(Dataset entries)
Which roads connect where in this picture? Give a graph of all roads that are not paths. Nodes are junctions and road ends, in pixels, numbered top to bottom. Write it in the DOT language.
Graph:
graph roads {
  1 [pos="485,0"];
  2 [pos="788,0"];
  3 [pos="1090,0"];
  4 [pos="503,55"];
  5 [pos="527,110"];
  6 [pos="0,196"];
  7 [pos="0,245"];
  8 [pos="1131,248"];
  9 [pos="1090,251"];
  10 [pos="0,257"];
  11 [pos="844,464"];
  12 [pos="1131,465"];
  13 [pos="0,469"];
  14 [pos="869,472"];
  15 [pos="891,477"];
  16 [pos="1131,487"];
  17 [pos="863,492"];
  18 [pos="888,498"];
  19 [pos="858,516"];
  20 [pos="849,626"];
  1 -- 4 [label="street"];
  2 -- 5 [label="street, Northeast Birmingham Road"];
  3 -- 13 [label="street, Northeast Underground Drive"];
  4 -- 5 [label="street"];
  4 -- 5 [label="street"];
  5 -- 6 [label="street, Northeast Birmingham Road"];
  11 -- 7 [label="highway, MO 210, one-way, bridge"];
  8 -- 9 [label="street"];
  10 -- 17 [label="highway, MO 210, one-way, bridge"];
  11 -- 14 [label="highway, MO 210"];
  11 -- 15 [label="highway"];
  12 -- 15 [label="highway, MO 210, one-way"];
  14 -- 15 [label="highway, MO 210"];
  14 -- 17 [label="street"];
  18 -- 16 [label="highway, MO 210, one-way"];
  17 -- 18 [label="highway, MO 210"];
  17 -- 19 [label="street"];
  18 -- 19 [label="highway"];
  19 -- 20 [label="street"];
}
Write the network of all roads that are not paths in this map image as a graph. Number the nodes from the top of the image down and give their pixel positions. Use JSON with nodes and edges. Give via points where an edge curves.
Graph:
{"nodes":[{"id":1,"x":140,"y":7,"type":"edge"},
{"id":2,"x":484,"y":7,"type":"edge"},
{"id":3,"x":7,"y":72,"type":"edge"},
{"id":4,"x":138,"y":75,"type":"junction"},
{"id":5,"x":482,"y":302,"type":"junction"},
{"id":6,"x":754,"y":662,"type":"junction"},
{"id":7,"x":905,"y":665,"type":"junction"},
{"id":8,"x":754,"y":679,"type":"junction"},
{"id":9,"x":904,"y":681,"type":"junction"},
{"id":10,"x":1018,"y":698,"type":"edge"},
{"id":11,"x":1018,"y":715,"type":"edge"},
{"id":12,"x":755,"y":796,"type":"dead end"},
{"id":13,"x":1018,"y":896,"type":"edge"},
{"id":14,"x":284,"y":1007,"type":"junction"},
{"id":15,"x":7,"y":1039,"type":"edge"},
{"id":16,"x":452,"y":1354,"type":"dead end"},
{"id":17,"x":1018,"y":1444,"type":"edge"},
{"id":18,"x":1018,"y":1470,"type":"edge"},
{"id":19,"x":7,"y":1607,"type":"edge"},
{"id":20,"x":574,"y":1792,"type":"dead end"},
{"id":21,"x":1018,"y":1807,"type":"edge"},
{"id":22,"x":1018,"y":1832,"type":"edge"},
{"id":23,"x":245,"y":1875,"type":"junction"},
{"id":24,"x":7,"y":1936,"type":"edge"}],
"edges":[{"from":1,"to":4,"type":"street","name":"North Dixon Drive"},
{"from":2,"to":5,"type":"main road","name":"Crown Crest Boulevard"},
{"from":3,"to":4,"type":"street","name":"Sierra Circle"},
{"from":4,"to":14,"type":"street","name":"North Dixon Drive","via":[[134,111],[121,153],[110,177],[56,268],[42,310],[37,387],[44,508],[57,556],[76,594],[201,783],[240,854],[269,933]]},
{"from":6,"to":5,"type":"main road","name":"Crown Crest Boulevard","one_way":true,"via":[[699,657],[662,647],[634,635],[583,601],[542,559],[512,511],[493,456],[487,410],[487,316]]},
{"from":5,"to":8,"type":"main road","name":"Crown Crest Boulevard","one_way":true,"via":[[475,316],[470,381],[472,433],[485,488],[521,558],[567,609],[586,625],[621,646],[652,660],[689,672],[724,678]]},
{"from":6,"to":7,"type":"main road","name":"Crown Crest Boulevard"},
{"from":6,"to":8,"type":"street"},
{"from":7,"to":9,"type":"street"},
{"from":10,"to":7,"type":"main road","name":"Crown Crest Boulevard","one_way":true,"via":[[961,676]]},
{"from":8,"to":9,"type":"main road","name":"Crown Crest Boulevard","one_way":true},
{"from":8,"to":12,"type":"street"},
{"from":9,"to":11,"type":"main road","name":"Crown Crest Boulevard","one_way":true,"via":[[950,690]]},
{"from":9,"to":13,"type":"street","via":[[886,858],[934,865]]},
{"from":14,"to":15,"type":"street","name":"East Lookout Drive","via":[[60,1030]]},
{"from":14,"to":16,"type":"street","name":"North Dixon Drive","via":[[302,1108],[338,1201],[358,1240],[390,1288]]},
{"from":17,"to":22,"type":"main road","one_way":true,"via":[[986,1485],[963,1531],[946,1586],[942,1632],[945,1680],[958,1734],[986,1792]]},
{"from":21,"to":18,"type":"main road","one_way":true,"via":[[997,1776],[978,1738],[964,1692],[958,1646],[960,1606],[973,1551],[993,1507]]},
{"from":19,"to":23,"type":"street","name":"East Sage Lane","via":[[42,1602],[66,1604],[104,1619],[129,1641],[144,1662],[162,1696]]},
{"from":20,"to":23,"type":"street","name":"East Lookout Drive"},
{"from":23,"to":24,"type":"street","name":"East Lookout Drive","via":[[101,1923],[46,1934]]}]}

AIM OF THE EXERCISE
Each line above with the string "Write" should be reported in full.

FINISHED EXERCISE
Which roads connect where in this picture? Give a graph of all roads that are not paths. Nodes are junctions and road ends, in pixels, numbered top to bottom. Write it in the DOT language.
Write the network of all roads that are not paths in this map image as a graph. Number the nodes from the top of the image down and give their pixel positions. Use JSON with nodes and edges. Give via points where an edge curves.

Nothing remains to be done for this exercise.